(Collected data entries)
^^^^

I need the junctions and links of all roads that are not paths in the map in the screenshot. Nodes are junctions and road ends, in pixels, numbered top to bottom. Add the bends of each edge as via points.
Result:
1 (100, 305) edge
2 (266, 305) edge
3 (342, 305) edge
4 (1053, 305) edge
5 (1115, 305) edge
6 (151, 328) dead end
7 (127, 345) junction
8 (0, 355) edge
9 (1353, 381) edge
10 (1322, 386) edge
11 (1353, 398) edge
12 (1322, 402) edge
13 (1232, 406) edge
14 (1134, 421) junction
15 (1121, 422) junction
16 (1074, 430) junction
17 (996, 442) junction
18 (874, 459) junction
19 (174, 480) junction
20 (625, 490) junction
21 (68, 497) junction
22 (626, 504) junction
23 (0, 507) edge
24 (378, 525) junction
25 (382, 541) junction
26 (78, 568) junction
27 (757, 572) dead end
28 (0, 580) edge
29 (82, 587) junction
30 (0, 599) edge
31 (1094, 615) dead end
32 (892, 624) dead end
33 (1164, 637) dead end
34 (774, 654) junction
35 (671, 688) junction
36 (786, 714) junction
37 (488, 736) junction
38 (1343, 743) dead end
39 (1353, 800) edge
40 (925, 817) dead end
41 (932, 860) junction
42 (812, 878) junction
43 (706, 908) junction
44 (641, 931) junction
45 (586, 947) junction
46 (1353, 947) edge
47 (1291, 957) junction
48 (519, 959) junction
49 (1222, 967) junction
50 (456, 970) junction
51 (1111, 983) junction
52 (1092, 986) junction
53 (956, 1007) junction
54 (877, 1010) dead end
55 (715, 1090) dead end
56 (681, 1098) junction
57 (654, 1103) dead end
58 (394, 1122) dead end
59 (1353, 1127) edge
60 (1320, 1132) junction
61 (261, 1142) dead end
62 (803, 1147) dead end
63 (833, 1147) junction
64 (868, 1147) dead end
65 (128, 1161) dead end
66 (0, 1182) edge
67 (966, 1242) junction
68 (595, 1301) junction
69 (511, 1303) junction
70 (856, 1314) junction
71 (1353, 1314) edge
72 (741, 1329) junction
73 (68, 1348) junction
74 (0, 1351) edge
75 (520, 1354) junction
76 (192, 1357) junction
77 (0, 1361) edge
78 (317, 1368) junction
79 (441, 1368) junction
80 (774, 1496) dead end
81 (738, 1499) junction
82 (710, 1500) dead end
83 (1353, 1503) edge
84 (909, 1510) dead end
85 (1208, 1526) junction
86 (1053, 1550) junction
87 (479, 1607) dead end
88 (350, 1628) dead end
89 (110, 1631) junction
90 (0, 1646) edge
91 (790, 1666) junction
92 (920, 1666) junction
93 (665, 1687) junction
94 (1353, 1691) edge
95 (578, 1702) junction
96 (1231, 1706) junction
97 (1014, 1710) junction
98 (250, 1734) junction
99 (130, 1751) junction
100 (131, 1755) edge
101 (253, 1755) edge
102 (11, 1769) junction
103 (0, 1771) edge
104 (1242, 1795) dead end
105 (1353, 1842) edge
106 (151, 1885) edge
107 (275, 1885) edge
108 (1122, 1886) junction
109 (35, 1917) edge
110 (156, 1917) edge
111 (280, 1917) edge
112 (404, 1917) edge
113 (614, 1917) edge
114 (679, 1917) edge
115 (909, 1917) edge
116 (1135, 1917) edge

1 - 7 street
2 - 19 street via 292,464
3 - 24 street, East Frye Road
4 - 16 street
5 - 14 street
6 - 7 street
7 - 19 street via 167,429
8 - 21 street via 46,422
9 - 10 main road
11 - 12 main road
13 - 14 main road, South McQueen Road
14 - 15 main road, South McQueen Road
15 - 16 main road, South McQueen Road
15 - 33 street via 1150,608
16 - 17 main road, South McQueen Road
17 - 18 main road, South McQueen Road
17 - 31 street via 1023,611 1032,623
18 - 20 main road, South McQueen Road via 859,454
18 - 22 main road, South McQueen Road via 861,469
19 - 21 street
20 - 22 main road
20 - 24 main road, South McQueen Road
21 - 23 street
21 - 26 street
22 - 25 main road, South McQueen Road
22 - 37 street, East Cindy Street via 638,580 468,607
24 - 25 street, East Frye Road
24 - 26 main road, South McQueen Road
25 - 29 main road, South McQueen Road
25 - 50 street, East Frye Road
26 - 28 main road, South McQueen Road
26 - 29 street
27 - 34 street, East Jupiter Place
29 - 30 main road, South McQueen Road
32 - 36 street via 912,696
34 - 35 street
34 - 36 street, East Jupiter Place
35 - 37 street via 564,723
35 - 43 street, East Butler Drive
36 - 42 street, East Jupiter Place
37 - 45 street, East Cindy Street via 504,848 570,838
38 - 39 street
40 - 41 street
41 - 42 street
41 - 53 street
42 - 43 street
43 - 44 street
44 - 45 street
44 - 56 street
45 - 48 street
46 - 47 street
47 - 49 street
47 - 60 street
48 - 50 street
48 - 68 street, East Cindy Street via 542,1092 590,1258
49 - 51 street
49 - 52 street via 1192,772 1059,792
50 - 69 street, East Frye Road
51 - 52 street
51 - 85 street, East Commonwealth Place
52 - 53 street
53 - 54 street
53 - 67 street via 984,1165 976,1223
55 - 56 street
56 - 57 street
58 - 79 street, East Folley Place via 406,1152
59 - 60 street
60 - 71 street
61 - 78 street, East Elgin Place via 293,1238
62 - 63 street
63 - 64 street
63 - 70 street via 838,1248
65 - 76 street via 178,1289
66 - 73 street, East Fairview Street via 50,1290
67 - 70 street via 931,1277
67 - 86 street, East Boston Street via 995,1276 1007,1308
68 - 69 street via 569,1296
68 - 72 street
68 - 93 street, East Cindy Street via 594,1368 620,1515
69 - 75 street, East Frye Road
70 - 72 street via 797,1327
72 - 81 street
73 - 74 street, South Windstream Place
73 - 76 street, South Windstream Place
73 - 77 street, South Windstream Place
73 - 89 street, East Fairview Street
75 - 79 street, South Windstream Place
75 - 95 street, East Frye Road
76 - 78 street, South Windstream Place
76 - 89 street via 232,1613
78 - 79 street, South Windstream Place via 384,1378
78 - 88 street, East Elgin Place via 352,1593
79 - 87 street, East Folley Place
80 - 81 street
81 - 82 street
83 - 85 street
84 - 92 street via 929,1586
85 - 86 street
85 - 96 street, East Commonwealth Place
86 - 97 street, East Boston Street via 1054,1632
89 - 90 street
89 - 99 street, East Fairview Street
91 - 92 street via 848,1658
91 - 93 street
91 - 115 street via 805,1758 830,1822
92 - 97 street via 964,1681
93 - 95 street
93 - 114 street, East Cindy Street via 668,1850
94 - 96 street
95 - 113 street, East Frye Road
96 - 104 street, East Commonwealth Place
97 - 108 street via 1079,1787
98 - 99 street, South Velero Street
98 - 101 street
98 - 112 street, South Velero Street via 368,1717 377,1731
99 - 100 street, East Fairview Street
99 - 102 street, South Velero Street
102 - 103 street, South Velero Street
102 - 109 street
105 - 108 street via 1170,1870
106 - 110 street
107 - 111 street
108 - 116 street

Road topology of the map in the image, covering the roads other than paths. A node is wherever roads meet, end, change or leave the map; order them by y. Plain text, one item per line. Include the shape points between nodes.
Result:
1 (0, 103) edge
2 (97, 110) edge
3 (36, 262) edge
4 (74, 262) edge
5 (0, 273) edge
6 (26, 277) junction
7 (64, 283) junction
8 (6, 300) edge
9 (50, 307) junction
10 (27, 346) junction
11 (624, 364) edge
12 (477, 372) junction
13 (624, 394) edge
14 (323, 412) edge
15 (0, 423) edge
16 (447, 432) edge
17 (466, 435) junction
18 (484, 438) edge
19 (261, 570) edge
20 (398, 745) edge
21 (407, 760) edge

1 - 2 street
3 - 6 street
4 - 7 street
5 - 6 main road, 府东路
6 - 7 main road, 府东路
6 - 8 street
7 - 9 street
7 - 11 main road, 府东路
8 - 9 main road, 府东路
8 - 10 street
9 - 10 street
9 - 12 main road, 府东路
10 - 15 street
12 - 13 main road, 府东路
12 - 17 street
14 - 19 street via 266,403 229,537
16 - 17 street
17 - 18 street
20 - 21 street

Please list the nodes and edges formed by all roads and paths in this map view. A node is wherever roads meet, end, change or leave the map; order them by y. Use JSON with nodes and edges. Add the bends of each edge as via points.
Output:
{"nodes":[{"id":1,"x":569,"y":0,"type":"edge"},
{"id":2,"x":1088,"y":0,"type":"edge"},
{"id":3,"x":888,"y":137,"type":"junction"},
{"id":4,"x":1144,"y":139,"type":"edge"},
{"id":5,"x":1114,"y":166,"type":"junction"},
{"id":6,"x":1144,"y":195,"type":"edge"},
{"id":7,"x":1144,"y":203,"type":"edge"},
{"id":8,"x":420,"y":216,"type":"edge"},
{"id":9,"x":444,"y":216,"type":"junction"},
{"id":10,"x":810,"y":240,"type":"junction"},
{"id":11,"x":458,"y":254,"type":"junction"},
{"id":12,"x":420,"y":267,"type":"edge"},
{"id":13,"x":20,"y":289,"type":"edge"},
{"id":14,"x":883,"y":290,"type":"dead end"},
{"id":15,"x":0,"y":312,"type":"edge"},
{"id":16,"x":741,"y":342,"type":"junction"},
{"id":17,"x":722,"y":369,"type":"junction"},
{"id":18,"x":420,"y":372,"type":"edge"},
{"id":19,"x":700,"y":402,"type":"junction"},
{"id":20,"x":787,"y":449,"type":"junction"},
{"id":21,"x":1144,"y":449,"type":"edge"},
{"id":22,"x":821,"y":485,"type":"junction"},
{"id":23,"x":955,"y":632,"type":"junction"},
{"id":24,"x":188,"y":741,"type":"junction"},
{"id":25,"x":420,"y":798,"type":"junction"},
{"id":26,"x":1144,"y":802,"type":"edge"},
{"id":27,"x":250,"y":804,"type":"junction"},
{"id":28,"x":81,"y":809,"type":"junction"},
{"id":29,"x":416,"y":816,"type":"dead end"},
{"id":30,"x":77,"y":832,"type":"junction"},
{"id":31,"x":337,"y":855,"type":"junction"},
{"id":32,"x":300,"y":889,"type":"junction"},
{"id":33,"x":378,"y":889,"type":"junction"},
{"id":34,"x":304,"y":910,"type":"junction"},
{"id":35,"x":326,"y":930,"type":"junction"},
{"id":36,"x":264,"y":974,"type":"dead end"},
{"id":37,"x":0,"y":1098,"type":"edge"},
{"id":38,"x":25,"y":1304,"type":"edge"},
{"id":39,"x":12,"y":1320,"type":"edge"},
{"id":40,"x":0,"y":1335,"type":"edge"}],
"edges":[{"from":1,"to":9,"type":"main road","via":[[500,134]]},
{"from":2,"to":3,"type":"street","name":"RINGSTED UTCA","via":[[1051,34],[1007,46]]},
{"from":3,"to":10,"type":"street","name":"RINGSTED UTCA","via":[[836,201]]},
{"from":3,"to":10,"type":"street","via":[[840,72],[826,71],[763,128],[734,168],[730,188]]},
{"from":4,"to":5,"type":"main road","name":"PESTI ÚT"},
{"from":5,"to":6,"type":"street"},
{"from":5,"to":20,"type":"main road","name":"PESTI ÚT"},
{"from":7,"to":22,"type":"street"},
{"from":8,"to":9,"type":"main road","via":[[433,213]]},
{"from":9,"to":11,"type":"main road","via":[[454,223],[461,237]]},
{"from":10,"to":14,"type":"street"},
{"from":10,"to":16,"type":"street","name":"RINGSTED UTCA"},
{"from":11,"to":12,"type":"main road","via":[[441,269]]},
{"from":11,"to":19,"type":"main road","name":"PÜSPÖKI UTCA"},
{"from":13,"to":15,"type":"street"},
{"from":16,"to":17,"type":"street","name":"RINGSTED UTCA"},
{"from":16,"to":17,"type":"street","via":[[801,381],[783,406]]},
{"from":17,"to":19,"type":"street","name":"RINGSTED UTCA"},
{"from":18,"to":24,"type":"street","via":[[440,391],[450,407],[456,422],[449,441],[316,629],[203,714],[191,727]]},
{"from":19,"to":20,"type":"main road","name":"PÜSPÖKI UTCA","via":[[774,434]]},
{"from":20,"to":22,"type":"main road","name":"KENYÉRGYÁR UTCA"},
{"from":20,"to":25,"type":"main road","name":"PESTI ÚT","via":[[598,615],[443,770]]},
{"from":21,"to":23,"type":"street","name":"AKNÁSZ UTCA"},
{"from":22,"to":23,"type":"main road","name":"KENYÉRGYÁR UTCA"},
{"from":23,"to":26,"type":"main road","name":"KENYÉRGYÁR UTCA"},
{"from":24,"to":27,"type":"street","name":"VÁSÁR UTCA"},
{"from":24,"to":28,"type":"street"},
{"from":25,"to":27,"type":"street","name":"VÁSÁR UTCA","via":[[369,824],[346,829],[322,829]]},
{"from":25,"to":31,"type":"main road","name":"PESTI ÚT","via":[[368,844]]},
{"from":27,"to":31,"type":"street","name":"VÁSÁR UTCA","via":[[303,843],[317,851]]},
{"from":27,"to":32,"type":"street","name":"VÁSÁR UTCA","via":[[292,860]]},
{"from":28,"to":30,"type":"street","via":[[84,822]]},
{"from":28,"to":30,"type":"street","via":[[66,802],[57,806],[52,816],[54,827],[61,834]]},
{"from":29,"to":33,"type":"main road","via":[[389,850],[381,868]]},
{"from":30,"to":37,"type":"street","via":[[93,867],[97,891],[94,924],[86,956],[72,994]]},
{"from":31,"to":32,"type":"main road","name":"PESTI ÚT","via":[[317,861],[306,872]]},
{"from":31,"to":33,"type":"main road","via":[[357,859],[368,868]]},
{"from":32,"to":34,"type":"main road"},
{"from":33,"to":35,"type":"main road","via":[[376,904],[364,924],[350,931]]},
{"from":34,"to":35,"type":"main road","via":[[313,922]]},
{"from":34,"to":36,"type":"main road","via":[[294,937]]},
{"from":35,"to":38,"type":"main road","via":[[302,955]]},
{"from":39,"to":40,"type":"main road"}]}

^^^^

# [Action item]
Each line above that carries the string "Jupiter" has to be returned.

# [Exercise result]
27 - 34 street, East Jupiter Place
34 - 36 street, East Jupiter Place
36 - 42 street, East Jupiter Place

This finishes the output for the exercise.